(Records contained in a dataset)
= = =
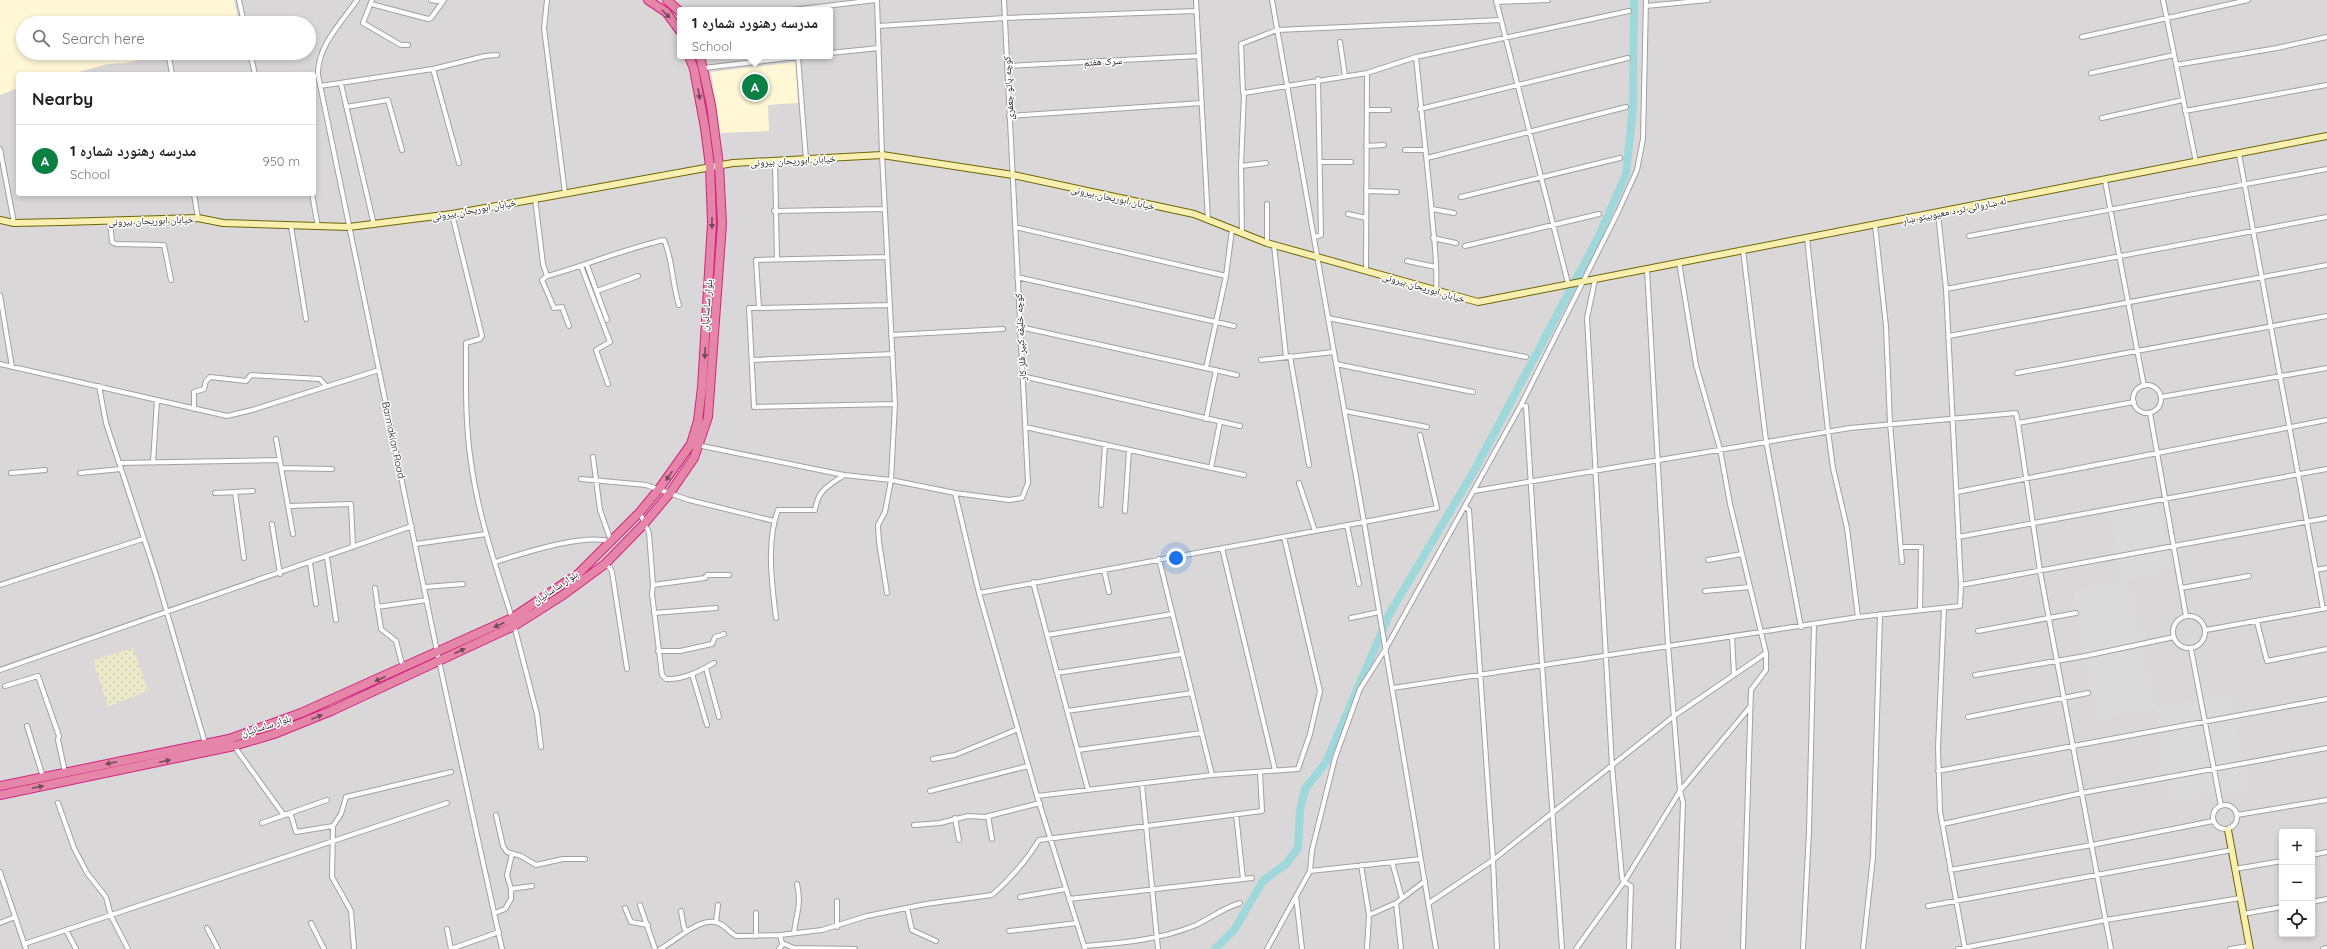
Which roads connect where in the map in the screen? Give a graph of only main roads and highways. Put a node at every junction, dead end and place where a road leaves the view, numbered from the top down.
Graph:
1 (648, 0) edge
2 (667, 0) edge
3 (677, 9) edge
4 (677, 27) edge
5 (690, 59) edge
6 (701, 59) edge
7 (695, 445) junction
8 (513, 622) junction
9 (438, 657) junction
10 (231, 742) junction
11 (0, 786) edge
12 (0, 795) edge

1 -> 4 highway
2 - 3 highway
5 -> 7 highway, بلوار ساسانیان
6 - 7 highway, بلوار ساسانیان
7 -> 8 highway, بلوار ساسانیان
7 - 8 highway, بلوار ساسانیان
8 - 9 highway, بلوار ساسانیان
9 -> 10 highway, بلوار ساسانیان
10 -> 9 highway, بلوار ساسانیان
10 -> 11 highway, بلوار ساسانیان
12 -> 10 highway, بلوار ساسانیان

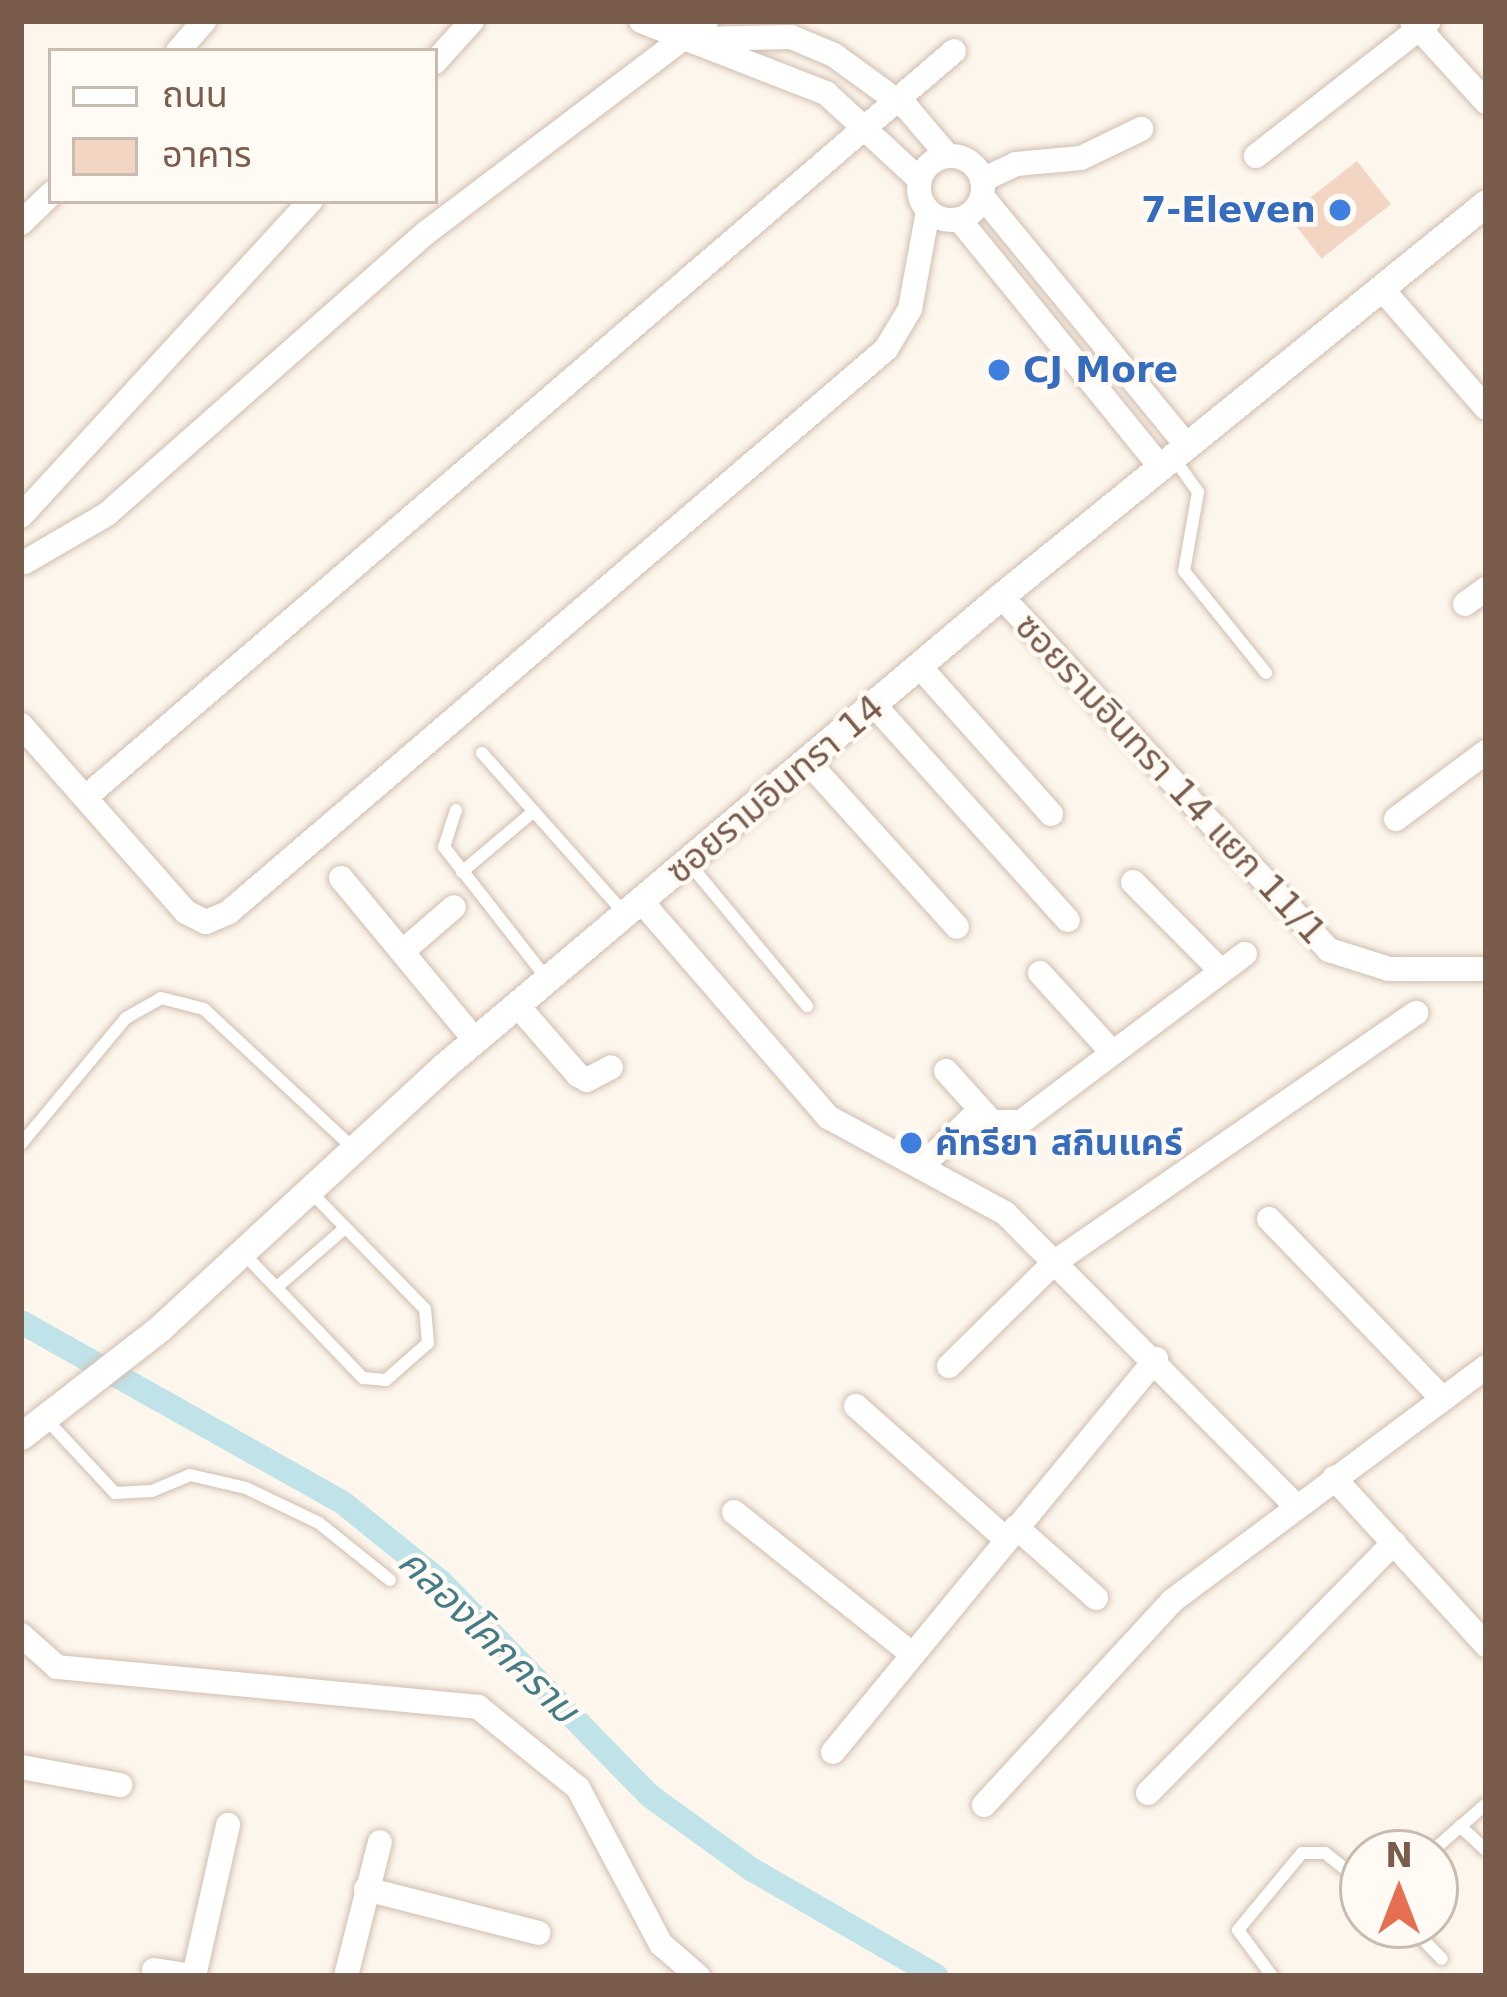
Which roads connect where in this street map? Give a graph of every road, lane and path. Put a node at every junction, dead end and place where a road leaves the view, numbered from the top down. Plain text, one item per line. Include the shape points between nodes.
= = =
Give an exact copy of the data, and omit any pictures it holds.

§ Solution to the exercise:
Which roads connect where in the map in the screen? Give a graph of only main roads and highways. Put a node at every junction, dead end and place where a road leaves the view, numbered from the top down.
Graph:
1 (648, 0) edge
2 (667, 0) edge
3 (677, 9) edge
4 (677, 27) edge
5 (690, 59) edge
6 (701, 59) edge
7 (695, 445) junction
8 (513, 622) junction
9 (438, 657) junction
10 (231, 742) junction
11 (0, 786) edge
12 (0, 795) edge

1 -> 4 highway
2 - 3 highway
5 -> 7 highway, بلوار ساسانیان
6 - 7 highway, بلوار ساسانیان
7 -> 8 highway, بلوار ساسانیان
7 - 8 highway, بلوار ساسانیان
8 - 9 highway, بلوار ساسانیان
9 -> 10 highway, بلوار ساسانیان
10 -> 9 highway, بلوار ساسانیان
10 -> 11 highway, بلوار ساسانیان
12 -> 10 highway, بلوار ساسانیان

Which roads connect where in this street map? Give a graph of every road, lane and path. Put a node at every junction, dead end and place where a road leaves the view, numbered from the top down. Plain text, one item per line. Include the shape points between nodes.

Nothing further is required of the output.